Definition:Sequence

From ProofWiki

[edit] Informal Definition

A sequence is a set of objects which is listed in a specific order, one after another.

Thus one can identify the elements of a sequence as being the first, the second, the third, ... the $n$ th, and so on.

[edit] Formal Definition

A sequence is a mapping whose domain is a subset of $\N$ .

It can be seen that a sequence is an instance of a family of elements indexed by $\N$ .

[edit] Terms

The elements of a sequence are known as its terms.

[edit] Finite Sequence

A finite sequence is a sequence whose domain is finite.

[edit] Length of a Sequence

The length of a finite sequence is the number of terms it contains, or equivalently, the cardinality of its domain.

[edit] Sequence of n Terms

A sequence of $n$ terms is a sequence whose domain has $n$ elements.

Such a sequence is also known as an ordered n-tuple.

[edit] Null Sequence

A null sequence (or empty sequence) is one containing no terms.

Thus it is a mapping from $\varnothing$ to $S$ and therefore is null.

[edit] Infinite Sequence

An infinite sequence is a sequence whose domain is infinite.

[edit] Codomain

The codomain of a sequence can be elements of a set of any objects.

If the codomain of a sequence $f$ is $S$ , then the sequence is said to be a sequence of elements of $S$ , or a sequence in $S$ .

[edit] Rational Sequence

A rational sequence is a (usually) infinite sequence whose codomain is the set of rational numbers $\Q$ .

[edit] Real Sequence

A real sequence is a (usually) infinite sequence whose codomain is the set of real numbers $\R$ .

[edit] Notation

The notation for a sequence is as follows.

If $f: A \to S$ is a sequence, then a symbol, for example " $a$ ", is chosen to represent elements of this sequence.

Then for each $k \in A$ , $f \left({k}\right)$ is denoted $a_k$ , and $f$ itself is denoted $\left \langle {a_k} \right \rangle_{k \in A}$ .

Any expression can be used to denote the domain of $f$ in place of $k \in A$ .

The set $A$ is usually understood to be the set $\left\{{1, 2, 3, \ldots, n}\right\}$ .

If this is the case, then it is usual to write $\left \langle {a_k} \right \rangle_{k \in A}$ as $\left \langle {a_k} \right \rangle$ or even as $\left \langle {a} \right \rangle$ if brevity and simplicity improve clarity.

[edit] Sequence of Distinct Terms

A sequence of distinct terms of $S$ is an injection from a subset of $\N$ into $S$ .
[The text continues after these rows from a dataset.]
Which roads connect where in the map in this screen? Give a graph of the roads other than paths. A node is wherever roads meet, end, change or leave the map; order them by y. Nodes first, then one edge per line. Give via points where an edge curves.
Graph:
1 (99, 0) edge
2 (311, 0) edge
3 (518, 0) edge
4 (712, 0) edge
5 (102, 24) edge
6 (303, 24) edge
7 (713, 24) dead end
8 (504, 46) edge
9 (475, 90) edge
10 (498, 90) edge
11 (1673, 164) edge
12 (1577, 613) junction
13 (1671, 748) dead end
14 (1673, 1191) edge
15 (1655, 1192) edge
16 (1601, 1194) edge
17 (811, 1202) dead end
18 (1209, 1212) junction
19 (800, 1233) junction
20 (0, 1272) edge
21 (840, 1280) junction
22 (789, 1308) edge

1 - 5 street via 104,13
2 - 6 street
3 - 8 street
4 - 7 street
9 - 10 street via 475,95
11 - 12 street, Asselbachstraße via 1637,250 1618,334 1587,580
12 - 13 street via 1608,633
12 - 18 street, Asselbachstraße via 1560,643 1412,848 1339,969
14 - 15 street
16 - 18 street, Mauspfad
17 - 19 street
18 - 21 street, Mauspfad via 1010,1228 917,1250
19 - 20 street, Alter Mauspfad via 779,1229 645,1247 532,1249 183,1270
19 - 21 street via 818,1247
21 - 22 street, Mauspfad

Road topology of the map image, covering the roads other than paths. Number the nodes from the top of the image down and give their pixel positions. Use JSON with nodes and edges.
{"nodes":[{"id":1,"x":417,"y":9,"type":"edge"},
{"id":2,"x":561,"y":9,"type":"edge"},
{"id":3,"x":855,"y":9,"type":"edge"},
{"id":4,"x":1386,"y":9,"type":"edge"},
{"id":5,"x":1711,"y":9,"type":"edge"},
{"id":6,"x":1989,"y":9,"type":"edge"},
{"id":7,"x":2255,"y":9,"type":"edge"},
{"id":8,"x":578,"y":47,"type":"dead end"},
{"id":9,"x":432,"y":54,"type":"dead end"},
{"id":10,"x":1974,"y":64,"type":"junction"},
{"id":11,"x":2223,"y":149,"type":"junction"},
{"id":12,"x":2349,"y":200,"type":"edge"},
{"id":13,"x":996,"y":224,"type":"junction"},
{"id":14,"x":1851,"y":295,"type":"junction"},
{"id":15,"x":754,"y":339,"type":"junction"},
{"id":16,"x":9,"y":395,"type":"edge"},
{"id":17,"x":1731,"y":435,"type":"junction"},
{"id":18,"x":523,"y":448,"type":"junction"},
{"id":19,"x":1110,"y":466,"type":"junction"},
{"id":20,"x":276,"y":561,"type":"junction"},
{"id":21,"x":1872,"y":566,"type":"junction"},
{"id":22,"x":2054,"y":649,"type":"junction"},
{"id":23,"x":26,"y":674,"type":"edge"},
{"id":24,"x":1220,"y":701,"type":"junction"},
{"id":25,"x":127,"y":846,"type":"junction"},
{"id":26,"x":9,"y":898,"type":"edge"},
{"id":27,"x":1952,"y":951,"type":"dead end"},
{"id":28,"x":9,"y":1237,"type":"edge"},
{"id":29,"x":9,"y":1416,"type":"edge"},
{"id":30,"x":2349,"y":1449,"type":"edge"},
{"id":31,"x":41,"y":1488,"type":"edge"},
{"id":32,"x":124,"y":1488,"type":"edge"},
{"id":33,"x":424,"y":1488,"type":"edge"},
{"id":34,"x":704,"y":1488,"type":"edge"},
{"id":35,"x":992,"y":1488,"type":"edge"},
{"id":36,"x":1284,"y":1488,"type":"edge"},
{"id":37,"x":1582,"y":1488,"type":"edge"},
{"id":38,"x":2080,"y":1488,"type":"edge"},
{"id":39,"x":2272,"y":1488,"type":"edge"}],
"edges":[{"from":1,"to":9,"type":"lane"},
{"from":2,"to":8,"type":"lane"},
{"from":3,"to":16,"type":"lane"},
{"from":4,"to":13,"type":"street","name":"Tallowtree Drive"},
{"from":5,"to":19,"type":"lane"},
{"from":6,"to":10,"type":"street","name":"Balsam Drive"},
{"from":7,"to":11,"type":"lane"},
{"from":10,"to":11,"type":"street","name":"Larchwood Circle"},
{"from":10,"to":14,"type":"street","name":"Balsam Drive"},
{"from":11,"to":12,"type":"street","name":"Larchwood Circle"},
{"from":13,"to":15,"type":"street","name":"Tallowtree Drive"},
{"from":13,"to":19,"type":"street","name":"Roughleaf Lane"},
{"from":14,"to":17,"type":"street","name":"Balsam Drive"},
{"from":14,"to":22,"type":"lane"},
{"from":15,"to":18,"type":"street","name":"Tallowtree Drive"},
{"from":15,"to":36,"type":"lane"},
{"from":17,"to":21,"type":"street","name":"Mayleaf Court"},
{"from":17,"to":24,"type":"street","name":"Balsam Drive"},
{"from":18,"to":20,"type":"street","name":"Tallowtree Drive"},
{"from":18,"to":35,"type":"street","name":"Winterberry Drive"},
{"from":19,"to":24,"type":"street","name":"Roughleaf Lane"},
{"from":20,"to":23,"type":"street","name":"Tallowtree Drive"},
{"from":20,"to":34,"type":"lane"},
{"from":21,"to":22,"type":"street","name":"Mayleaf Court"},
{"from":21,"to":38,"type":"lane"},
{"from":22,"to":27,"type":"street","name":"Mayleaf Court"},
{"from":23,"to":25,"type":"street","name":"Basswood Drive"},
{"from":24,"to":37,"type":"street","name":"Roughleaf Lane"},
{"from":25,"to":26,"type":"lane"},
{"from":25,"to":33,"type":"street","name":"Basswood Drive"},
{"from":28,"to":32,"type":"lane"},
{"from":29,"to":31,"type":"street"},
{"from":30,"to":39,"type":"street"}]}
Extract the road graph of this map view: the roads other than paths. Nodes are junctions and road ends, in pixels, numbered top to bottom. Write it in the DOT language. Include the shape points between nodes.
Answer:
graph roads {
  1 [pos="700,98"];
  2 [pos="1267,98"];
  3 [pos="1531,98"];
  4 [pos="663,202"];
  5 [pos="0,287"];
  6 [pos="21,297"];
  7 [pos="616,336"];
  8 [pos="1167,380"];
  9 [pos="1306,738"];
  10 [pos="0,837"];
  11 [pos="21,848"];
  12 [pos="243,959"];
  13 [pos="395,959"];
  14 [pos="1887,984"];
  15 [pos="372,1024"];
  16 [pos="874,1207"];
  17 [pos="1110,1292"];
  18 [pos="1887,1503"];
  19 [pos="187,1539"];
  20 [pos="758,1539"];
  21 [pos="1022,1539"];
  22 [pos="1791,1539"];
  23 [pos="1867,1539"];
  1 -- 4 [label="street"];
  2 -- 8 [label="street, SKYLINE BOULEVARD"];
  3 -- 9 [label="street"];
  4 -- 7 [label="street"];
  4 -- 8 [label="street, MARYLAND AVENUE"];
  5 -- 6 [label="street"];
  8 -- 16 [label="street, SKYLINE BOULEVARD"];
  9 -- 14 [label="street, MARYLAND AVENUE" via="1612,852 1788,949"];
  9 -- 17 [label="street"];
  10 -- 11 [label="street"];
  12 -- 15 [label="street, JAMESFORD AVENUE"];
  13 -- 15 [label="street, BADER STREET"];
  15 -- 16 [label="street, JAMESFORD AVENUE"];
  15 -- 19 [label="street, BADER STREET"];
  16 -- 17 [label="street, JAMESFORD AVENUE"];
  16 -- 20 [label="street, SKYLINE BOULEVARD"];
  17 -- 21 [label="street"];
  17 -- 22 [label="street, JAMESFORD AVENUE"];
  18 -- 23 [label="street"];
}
A sequence $\left \langle {a_k} \right \rangle_{k \in A}$ is a sequence of distinct terms iff $a_j \ne a_k$ for all $j, k \in A$ such that $j \ne k$ .

[edit] Equality of Sequences

Let $f$ and $g$ be two sequences:

$f = \left({x_1, x_2, \ldots, x_n}\right)$
$g = \left({y_1, y_2, \ldots, y_m}\right)$

Then $f = g$ iff:

$m = n$ ;
$\forall i: 1 \le i \ne n: x_i = y_i$

[edit] Notational Variants

Notation varies. Common variants for $\left \langle {a_k} \right \rangle$ are:

$\left({a_k}\right)$ ;
$\left\{{a_k}\right\}$ (this one is not recommended though, because of the implication that the order of the terms does not matter).